# Exercise instructions
Only the lines that hold "main" should be in the answer, each copied from the data below.

[Saved entries]
━━━
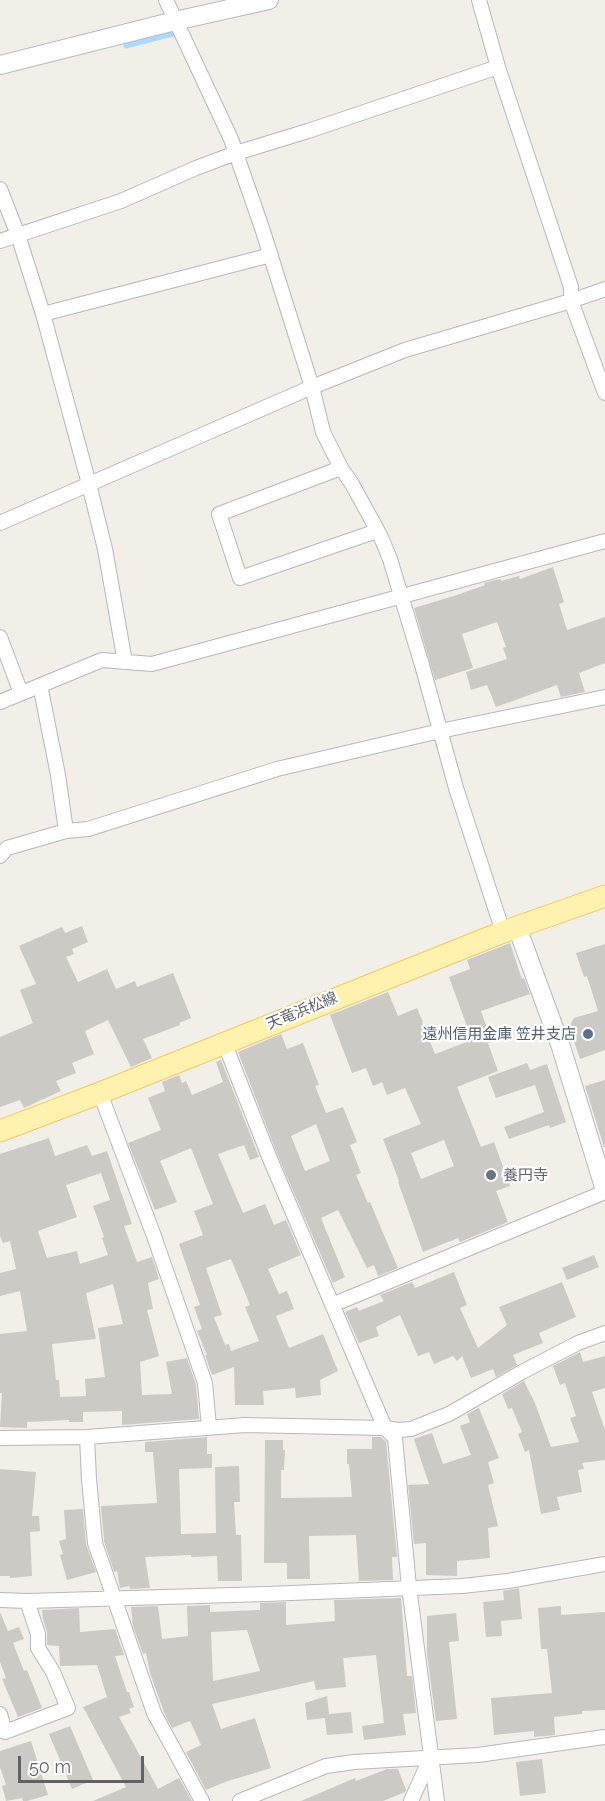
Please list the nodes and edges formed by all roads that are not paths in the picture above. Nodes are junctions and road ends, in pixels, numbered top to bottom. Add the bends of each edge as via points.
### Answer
1 (166, 0) edge
2 (269, 0) edge
3 (478, 0) edge
4 (175, 21) junction
5 (0, 65) edge
6 (498, 67) junction
7 (236, 153) junction
8 (0, 189) edge
9 (18, 235) junction
10 (0, 241) edge
11 (270, 255) junction
12 (605, 289) edge
13 (571, 301) junction
14 (43, 314) junction
15 (312, 387) junction
16 (605, 393) edge
17 (341, 468) junction
18 (89, 484) junction
19 (0, 523) edge
20 (377, 531) junction
21 (605, 542) edge
22 (402, 596) junction
23 (0, 637) edge
24 (125, 662) junction
25 (40, 684) junction
26 (21, 693) junction
27 (605, 697) edge
28 (0, 702) edge
29 (440, 731) junction
30 (66, 831) junction
31 (0, 856) edge
32 (605, 896) edge
33 (510, 929) junction
34 (224, 1042) junction
35 (100, 1093) junction
36 (0, 1131) edge
37 (605, 1191) edge
38 (332, 1305) junction
39 (605, 1333) edge
40 (209, 1427) junction
41 (385, 1428) junction
42 (87, 1437) junction
43 (0, 1438) edge
44 (605, 1564) edge
45 (409, 1587) junction
46 (114, 1598) junction
47 (0, 1600) edge
48 (27, 1601) junction
49 (0, 1714) edge
50 (605, 1737) edge
51 (431, 1758) junction
52 (202, 1801) edge
53 (240, 1801) edge
54 (411, 1801) edge
55 (437, 1801) edge

1 - 4 street
2 - 4 street
3 - 6 street
4 - 5 street
4 - 7 street
6 - 7 street
6 - 13 street via 571,287
7 - 9 street via 121,201
7 - 11 street
8 - 9 street
9 - 10 street
9 - 14 street
11 - 14 street
11 - 15 street
12 - 13 street
13 - 15 street via 405,350
13 - 16 street
14 - 18 street
15 - 17 street via 323,432
15 - 18 street
17 - 20 street
17 - 20 street via 219,514 240,578
18 - 19 street
18 - 24 street
20 - 22 street
21 - 22 street
22 - 24 street via 152,664
22 - 29 street
23 - 26 street
24 - 25 street via 102,660
25 - 26 street
25 - 30 street
26 - 28 street
27 - 29 street
29 - 30 street via 277,769 88,829
29 - 33 street via 456,788
30 - 31 street via 8,848
32 - 33 main road, 天竜浜松線
33 - 34 main road, 天竜浜松線
33 - 37 street via 561,1047
34 - 35 main road, 天竜浜松線
34 - 38 street
35 - 36 main road, 天竜浜松線
35 - 40 street via 205,1383
37 - 38 street
38 - 41 street
39 - 41 street via 531,1367 449,1414 411,1429
40 - 41 street
40 - 42 street
41 - 45 street via 395,1438
42 - 43 street
42 - 46 street via 94,1535
44 - 45 street via 508,1581
45 - 46 street
45 - 51 street
46 - 48 street
46 - 52 street via 154,1713
47 - 48 street
48 - 49 street via 38,1634 38,1648 68,1708 5,1732
50 - 51 street
51 - 53 street via 327,1766
51 - 54 street
51 - 55 street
━━━
# Task output
32 - 33 main road, 天竜浜松線
33 - 34 main road, 天竜浜松線
34 - 35 main road, 天竜浜松線
35 - 36 main road, 天竜浜松線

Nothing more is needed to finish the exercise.